The Hamilton Book Club began meeting in 1911 in Hamilton when Lucy Ellen Harmison Whitacre (1859-1929) invited a group of women to meet in her home to organize a book club. The club operated as a small library with a rotating collection. Each year, members would submit one book for other members to read, and the members did not all read the same book at the same time. The club was meant to make a wide variety of books available to members and to increase interest in literature. The women met regularly at members' homes for entertainment and discussions. The Hamilton Book Club has operated continuously since its organization in 1911, and the books in its collection reflect the changing concerns, interests, and tastes of its membership.
In 1966 the club set out to gather historical information about the town of Hamilton. They spoke with older inhabitants about some of the events that took place in the area after the Civil War, researched the origins of the town and the town's name, and recorded information about businesses that had been in operation in the town for some time. The club preserved the research in typed worksheets, essays, and synopses. The research was eventually used by several local authors to write histories of Hamilton and the surrounding area.

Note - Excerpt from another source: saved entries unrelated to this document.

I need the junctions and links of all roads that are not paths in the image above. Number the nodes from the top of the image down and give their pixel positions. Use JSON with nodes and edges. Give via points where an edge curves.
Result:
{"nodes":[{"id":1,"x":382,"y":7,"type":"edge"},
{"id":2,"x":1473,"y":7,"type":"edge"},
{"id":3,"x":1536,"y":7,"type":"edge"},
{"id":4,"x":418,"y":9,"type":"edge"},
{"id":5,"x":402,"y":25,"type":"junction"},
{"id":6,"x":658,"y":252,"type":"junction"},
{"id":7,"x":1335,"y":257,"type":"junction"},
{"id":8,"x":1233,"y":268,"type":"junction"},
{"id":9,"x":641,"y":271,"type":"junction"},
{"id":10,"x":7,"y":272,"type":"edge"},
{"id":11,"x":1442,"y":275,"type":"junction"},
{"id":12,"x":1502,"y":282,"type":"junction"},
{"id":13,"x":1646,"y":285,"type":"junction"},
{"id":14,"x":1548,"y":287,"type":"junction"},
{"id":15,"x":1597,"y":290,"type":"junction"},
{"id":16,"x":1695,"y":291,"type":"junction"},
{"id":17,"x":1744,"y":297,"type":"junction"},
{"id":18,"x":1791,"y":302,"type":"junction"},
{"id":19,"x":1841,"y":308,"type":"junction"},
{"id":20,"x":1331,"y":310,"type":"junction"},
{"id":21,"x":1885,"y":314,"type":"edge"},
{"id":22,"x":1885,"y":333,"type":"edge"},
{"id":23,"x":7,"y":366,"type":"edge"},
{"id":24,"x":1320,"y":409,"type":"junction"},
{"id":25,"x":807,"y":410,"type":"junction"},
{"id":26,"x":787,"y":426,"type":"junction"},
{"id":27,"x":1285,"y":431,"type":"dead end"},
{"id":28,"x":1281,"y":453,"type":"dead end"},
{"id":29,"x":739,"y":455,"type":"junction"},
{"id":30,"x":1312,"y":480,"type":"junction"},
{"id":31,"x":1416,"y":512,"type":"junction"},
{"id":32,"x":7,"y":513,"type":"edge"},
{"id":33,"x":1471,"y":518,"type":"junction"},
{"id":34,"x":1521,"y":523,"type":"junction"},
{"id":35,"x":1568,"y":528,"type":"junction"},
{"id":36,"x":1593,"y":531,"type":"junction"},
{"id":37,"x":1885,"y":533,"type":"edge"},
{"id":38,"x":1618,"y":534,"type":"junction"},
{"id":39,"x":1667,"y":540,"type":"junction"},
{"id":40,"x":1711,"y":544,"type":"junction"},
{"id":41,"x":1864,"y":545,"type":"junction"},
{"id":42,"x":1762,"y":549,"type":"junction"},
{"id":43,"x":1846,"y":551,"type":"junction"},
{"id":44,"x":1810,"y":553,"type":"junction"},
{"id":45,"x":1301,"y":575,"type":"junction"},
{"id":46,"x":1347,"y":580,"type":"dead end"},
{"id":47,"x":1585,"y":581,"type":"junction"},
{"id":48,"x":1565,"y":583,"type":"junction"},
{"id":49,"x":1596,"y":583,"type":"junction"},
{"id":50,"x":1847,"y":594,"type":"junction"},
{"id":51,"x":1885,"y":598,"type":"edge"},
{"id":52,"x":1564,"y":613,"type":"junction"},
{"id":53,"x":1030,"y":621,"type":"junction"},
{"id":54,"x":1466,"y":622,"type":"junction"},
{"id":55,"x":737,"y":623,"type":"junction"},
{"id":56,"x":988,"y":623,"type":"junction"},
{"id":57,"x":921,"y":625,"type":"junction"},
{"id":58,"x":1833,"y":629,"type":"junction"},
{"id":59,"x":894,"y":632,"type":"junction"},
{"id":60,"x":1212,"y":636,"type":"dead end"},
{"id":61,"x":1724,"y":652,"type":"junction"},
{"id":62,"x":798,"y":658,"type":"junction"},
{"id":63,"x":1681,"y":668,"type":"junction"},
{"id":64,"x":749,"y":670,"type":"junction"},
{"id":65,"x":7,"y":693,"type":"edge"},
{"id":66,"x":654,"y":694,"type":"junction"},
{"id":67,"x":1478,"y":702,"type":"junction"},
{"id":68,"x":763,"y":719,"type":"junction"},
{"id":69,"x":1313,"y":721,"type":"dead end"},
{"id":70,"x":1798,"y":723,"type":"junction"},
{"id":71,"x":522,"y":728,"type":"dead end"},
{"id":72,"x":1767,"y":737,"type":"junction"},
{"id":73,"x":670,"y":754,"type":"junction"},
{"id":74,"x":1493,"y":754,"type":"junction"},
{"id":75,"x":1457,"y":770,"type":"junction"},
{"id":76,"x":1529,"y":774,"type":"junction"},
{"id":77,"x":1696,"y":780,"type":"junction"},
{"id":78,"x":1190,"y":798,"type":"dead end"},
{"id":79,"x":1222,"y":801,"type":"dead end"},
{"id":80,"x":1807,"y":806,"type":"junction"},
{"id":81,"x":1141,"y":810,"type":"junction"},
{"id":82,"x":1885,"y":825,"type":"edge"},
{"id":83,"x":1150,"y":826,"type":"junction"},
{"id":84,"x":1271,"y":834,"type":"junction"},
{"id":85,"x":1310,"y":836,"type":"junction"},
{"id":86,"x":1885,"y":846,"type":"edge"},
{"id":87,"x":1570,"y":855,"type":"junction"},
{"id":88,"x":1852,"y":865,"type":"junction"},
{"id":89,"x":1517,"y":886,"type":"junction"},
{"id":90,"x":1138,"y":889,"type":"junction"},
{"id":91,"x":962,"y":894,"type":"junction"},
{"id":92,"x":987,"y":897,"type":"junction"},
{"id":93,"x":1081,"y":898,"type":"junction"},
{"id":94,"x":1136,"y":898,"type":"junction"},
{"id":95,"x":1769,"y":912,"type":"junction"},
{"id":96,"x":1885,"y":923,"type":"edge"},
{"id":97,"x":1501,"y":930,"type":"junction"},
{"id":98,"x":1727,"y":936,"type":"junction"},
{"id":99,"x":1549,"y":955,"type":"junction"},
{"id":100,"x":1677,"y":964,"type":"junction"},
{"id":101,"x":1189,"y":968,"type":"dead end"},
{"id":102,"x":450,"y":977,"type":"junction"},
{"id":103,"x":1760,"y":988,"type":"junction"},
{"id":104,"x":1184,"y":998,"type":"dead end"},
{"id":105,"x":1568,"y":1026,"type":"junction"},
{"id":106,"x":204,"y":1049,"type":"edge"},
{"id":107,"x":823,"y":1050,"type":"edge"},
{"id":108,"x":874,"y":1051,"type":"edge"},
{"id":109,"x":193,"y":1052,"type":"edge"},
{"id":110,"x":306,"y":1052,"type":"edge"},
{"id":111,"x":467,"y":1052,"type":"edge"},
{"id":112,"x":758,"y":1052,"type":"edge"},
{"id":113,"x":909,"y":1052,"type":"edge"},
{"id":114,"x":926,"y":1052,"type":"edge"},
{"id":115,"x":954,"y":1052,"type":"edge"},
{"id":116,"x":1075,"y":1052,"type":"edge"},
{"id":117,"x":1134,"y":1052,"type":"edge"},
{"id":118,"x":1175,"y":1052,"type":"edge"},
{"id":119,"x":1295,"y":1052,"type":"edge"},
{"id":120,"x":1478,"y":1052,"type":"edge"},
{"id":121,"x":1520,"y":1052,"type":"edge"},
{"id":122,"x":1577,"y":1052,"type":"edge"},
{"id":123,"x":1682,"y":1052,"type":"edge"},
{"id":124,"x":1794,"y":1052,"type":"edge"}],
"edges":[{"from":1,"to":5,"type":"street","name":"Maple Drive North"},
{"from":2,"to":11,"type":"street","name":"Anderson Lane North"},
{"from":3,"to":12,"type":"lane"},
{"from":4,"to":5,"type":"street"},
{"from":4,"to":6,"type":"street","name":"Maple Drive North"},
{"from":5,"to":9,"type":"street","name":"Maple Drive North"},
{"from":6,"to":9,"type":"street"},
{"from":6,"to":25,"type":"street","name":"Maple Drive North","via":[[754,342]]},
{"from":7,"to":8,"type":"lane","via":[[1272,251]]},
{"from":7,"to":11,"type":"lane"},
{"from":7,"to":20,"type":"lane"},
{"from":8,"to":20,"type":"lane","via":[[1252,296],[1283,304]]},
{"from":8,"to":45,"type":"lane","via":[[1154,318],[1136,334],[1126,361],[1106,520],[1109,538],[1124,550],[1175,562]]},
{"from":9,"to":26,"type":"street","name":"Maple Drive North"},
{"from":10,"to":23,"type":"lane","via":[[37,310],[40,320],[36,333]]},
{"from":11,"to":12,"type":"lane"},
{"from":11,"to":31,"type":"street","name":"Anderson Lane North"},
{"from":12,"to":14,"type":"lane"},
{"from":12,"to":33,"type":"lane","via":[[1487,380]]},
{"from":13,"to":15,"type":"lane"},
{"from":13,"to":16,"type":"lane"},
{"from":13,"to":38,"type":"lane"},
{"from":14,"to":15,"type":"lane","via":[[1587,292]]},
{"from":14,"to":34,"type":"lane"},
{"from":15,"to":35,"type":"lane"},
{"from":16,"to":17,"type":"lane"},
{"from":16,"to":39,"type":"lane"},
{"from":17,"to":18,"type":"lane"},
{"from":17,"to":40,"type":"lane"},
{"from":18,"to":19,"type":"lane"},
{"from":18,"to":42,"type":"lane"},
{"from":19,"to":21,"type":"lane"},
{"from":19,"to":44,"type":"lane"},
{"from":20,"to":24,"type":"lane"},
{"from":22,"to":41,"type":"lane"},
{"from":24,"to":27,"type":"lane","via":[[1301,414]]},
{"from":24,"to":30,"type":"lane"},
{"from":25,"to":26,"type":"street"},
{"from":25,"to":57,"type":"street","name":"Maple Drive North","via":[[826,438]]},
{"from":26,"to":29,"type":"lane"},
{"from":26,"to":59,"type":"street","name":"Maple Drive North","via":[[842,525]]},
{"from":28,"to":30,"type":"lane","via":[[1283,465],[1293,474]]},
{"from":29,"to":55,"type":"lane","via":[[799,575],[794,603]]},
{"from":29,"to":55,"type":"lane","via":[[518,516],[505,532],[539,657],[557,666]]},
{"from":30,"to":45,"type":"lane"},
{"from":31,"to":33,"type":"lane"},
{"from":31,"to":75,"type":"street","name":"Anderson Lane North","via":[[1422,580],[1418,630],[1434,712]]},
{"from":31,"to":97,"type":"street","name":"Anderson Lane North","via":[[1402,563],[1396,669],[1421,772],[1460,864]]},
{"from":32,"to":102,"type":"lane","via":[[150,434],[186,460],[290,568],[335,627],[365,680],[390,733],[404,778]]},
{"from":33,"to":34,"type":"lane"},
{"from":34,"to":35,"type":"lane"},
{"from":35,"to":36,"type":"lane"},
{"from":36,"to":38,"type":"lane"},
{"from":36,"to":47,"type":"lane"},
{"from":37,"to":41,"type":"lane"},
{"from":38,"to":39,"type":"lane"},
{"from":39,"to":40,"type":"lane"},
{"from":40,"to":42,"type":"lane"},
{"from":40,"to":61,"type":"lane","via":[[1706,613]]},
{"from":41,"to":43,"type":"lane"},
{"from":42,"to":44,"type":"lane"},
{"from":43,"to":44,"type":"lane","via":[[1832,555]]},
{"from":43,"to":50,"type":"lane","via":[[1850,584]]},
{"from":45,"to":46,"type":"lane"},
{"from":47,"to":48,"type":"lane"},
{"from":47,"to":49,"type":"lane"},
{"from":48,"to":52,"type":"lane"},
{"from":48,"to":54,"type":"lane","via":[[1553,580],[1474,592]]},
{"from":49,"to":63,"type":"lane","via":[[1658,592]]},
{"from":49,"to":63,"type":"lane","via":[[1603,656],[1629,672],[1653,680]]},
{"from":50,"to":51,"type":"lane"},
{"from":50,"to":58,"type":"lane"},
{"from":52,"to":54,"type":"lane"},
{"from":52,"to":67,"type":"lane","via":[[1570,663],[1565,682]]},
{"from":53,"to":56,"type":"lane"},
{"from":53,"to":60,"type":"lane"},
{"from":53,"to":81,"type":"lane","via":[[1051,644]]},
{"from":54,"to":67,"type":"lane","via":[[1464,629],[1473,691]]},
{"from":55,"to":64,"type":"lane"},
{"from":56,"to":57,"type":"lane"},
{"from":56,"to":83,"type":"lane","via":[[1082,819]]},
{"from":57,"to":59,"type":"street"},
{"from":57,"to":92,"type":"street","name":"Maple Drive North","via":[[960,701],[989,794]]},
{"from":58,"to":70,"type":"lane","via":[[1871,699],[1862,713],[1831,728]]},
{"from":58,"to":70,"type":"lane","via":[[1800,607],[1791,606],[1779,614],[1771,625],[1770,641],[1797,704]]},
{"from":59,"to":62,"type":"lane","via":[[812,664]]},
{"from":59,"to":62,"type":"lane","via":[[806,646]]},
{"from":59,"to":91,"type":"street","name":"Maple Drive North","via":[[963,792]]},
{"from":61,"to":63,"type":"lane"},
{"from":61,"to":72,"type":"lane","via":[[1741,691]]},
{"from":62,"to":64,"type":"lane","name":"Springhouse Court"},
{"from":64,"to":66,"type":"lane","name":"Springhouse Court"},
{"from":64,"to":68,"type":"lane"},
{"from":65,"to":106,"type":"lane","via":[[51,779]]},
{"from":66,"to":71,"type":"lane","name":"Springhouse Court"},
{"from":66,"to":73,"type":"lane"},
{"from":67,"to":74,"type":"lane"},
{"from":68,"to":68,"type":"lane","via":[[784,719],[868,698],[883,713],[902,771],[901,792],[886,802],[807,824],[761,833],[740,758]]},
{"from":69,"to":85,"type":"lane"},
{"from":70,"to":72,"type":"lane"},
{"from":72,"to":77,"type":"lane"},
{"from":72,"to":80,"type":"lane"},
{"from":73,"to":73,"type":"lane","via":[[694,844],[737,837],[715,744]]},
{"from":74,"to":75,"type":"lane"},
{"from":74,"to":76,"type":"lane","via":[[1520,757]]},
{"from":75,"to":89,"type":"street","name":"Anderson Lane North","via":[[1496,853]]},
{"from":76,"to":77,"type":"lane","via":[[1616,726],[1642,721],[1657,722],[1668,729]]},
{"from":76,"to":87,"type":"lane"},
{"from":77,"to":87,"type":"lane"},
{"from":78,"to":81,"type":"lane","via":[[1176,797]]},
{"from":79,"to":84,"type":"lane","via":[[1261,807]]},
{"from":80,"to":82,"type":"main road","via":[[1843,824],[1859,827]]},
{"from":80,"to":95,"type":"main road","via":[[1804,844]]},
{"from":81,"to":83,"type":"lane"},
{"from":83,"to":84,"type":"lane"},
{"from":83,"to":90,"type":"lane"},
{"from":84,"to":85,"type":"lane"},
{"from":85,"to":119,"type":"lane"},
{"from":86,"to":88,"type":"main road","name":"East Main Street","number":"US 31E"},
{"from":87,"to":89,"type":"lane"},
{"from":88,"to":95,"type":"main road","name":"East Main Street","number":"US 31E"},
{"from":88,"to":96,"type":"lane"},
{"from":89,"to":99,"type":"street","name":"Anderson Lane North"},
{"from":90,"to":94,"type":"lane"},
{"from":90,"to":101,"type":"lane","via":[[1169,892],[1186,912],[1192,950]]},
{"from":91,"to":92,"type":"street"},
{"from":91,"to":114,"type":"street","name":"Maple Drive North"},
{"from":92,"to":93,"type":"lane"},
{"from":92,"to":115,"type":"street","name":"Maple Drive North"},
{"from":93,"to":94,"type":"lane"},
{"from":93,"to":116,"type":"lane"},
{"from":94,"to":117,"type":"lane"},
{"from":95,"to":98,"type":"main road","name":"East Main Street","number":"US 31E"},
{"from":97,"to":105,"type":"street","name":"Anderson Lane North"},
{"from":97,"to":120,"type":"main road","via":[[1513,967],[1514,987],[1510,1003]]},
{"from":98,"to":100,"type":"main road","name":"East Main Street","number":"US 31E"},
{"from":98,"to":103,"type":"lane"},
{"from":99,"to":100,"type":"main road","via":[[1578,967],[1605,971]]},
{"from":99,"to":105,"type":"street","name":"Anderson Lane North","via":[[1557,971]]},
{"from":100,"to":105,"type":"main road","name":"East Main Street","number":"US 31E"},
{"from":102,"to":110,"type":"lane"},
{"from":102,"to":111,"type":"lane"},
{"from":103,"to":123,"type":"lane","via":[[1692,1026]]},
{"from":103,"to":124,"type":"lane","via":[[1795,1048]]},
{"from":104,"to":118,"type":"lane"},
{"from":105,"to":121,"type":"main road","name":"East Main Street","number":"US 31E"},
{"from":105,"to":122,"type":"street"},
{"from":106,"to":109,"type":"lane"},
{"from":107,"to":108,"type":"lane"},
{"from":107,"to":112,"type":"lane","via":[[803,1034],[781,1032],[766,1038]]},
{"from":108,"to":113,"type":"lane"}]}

This collections is made up of worksheets filled out by members of the Hamilton Book Club in 1966 as part of a research project. Club members researched topics like the origins of Hamilton, the Civil War battle that took place near the town, the 1926 fire that drastically changed the makeup of the downtown, and contemporary and past businesses. Also included in the collection are two historical sketches, a history of the Hamilton Masonic Lodge written by Ernest Shawen (1874-1964) in 1959, and a copy of a transcription of the charter of the town of Hamilton.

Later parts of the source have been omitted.